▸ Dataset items
◇ ◇ ◇ ◇
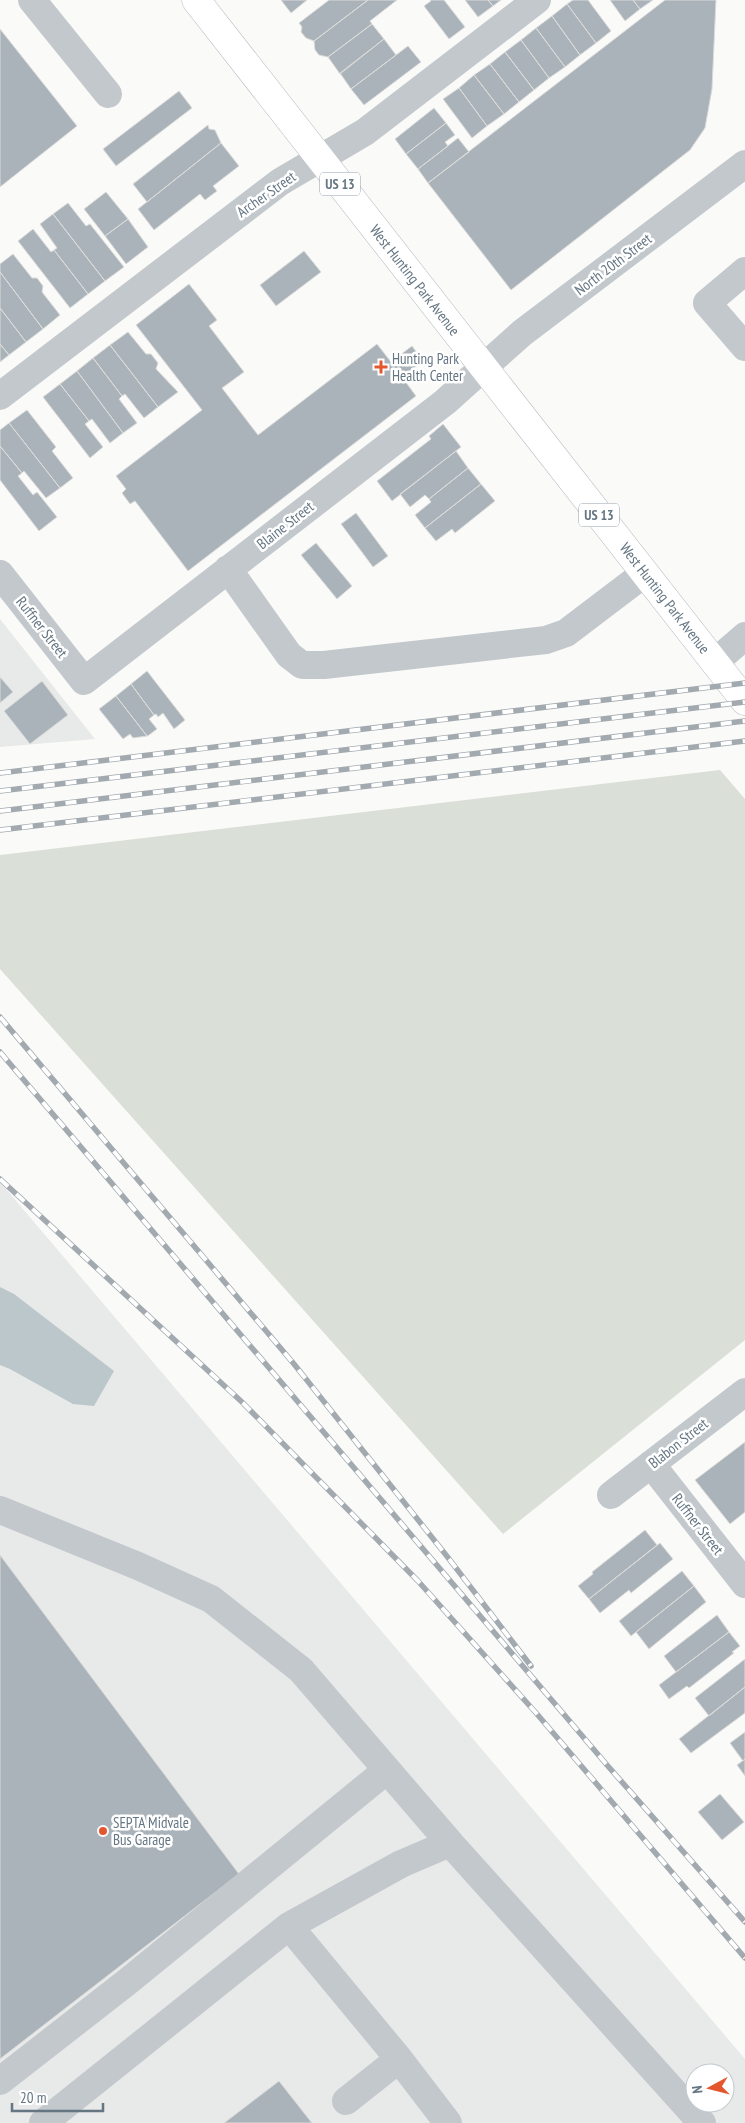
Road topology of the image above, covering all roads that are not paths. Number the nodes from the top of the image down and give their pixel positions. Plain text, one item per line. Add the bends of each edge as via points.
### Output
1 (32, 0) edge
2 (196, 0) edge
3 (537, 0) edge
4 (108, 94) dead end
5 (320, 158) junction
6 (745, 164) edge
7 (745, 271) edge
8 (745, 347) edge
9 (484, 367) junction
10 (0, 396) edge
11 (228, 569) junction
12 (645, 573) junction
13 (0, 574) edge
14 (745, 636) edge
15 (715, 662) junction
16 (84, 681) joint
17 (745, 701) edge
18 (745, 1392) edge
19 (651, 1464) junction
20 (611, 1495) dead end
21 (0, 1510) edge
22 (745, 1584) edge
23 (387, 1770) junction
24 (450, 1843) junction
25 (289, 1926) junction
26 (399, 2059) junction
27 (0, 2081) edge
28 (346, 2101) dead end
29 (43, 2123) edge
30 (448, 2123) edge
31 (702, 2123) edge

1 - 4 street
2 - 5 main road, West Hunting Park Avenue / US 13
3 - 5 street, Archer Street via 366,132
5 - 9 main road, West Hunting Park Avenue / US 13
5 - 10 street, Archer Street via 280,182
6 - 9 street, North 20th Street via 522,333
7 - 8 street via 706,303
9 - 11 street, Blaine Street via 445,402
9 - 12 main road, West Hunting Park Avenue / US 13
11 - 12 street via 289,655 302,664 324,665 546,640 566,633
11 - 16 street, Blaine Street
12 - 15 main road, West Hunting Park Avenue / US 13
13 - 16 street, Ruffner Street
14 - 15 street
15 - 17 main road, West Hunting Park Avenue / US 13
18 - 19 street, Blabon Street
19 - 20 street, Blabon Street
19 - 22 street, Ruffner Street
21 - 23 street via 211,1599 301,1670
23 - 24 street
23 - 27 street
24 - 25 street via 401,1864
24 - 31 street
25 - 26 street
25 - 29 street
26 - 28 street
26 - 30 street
◇ ◇ ◇ ◇
▸ What to do
Set the pictures aside and transcribe the data above exactly.

▸ Exercise response
Road topology of the image above, covering all roads that are not paths. Number the nodes from the top of the image down and give their pixel positions. Plain text, one item per line. Add the bends of each edge as via points.
### Output
1 (32, 0) edge
2 (196, 0) edge
3 (537, 0) edge
4 (108, 94) dead end
5 (320, 158) junction
6 (745, 164) edge
7 (745, 271) edge
8 (745, 347) edge
9 (484, 367) junction
10 (0, 396) edge
11 (228, 569) junction
12 (645, 573) junction
13 (0, 574) edge
14 (745, 636) edge
15 (715, 662) junction
16 (84, 681) joint
17 (745, 701) edge
18 (745, 1392) edge
19 (651, 1464) junction
20 (611, 1495) dead end
21 (0, 1510) edge
22 (745, 1584) edge
23 (387, 1770) junction
24 (450, 1843) junction
25 (289, 1926) junction
26 (399, 2059) junction
27 (0, 2081) edge
28 (346, 2101) dead end
29 (43, 2123) edge
30 (448, 2123) edge
31 (702, 2123) edge

1 - 4 street
2 - 5 main road, West Hunting Park Avenue / US 13
3 - 5 street, Archer Street via 366,132
5 - 9 main road, West Hunting Park Avenue / US 13
5 - 10 street, Archer Street via 280,182
6 - 9 street, North 20th Street via 522,333
7 - 8 street via 706,303
9 - 11 street, Blaine Street via 445,402
9 - 12 main road, West Hunting Park Avenue / US 13
11 - 12 street via 289,655 302,664 324,665 546,640 566,633
11 - 16 street, Blaine Street
12 - 15 main road, West Hunting Park Avenue / US 13
13 - 16 street, Ruffner Street
14 - 15 street
15 - 17 main road, West Hunting Park Avenue / US 13
18 - 19 street, Blabon Street
19 - 20 street, Blabon Street
19 - 22 street, Ruffner Street
21 - 23 street via 211,1599 301,1670
23 - 24 street
23 - 27 street
24 - 25 street via 401,1864
24 - 31 street
25 - 26 street
25 - 29 street
26 - 28 street
26 - 30 street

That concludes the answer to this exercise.